Would you reproduce the data below exactly, please, leaving out its images?

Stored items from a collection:
++++++++++++++++++++
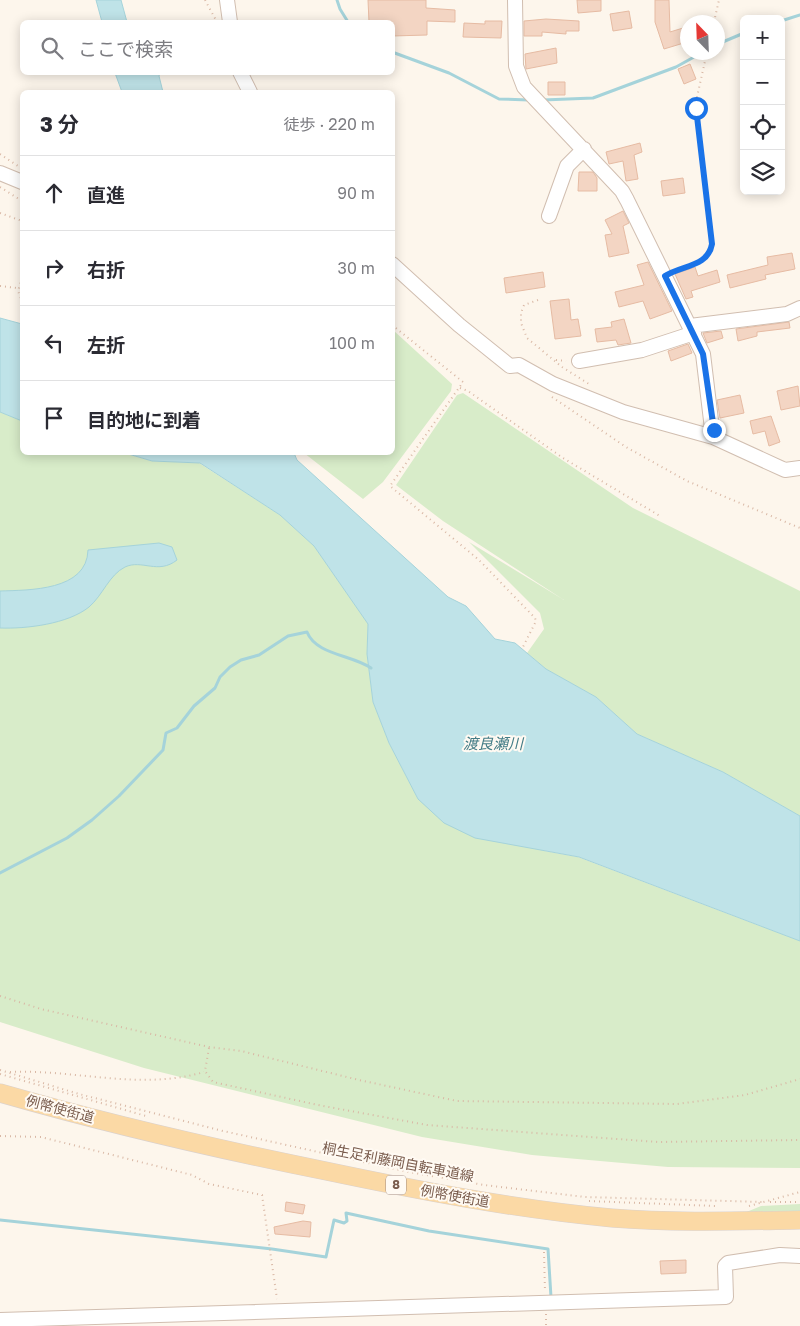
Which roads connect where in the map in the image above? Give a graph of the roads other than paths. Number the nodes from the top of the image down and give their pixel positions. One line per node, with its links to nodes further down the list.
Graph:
1 (227, 0): 3 (street)
2 (515, 0): 6 (street)
3 (230, 20)
4 (242, 75): 5 (street)
5 (249, 90)
6 (584, 149): 9 (street); 12 (street)
7 (0, 173): 8 (street)
8 (20, 181)
9 (549, 216)
10 (395, 267): 14 (street)
11 (800, 308): 12 (street)
12 (692, 329): 13 (street); 14 (street)
13 (579, 361)
14 (713, 437): 15 (street)
15 (800, 468)
16 (0, 1093): 17 (main road, 例幣使街道 / 8)
17 (800, 1220)
18 (800, 1256): 19 (street)
19 (0, 1320)

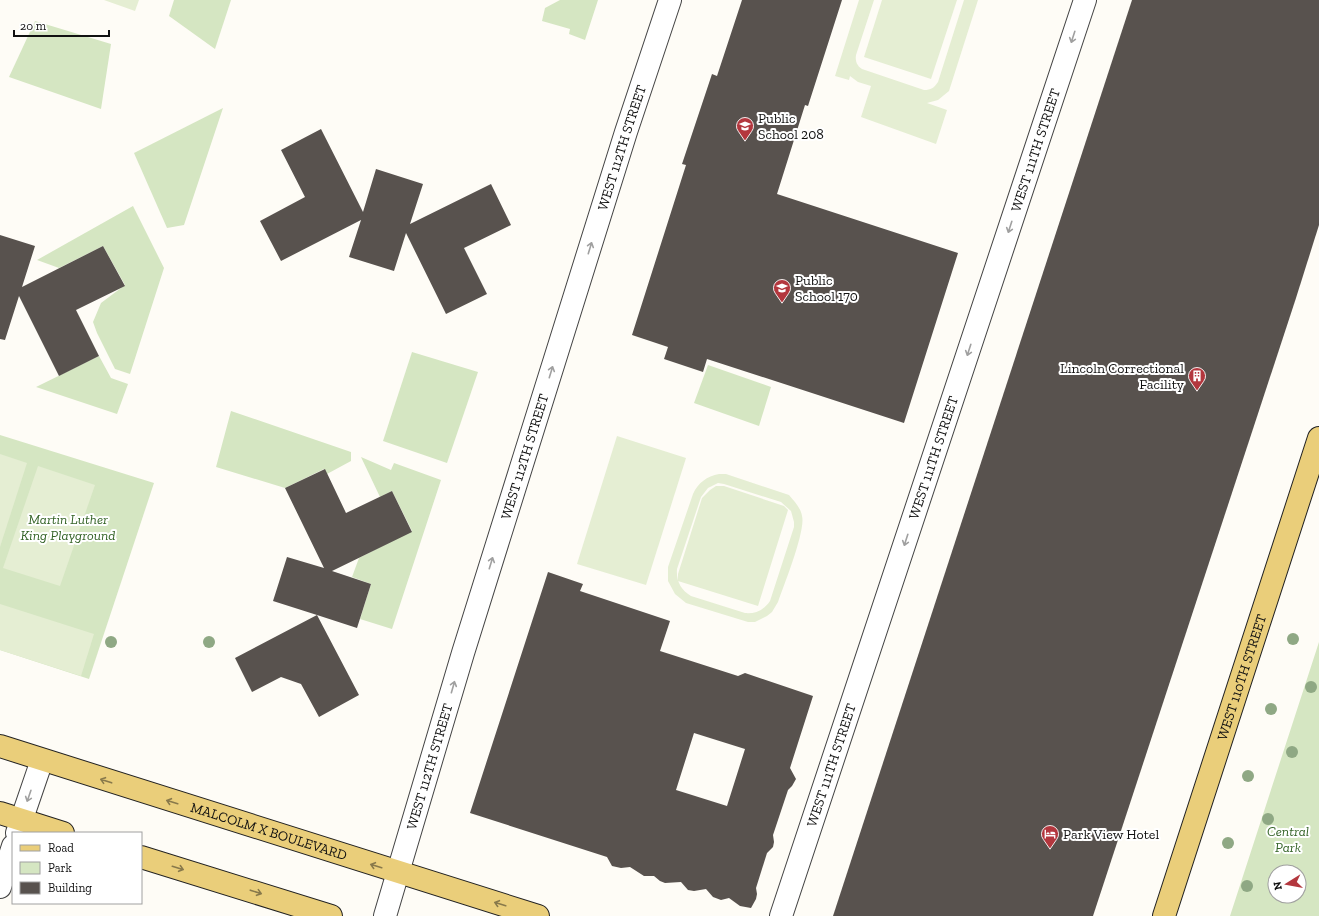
++++++++++++++++++++
**Answer section**
Which roads connect where in the map in the image above? Give a graph of the roads other than paths. Number the nodes from the top of the image down and give their pixel positions. One line per node, with its links to nodes further down the list.
Graph:
1 (227, 0): 3 (street)
2 (515, 0): 6 (street)
3 (230, 20)
4 (242, 75): 5 (street)
5 (249, 90)
6 (584, 149): 9 (street); 12 (street)
7 (0, 173): 8 (street)
8 (20, 181)
9 (549, 216)
10 (395, 267): 14 (street)
11 (800, 308): 12 (street)
12 (692, 329): 13 (street); 14 (street)
13 (579, 361)
14 (713, 437): 15 (street)
15 (800, 468)
16 (0, 1093): 17 (main road, 例幣使街道 / 8)
17 (800, 1220)
18 (800, 1256): 19 (street)
19 (0, 1320)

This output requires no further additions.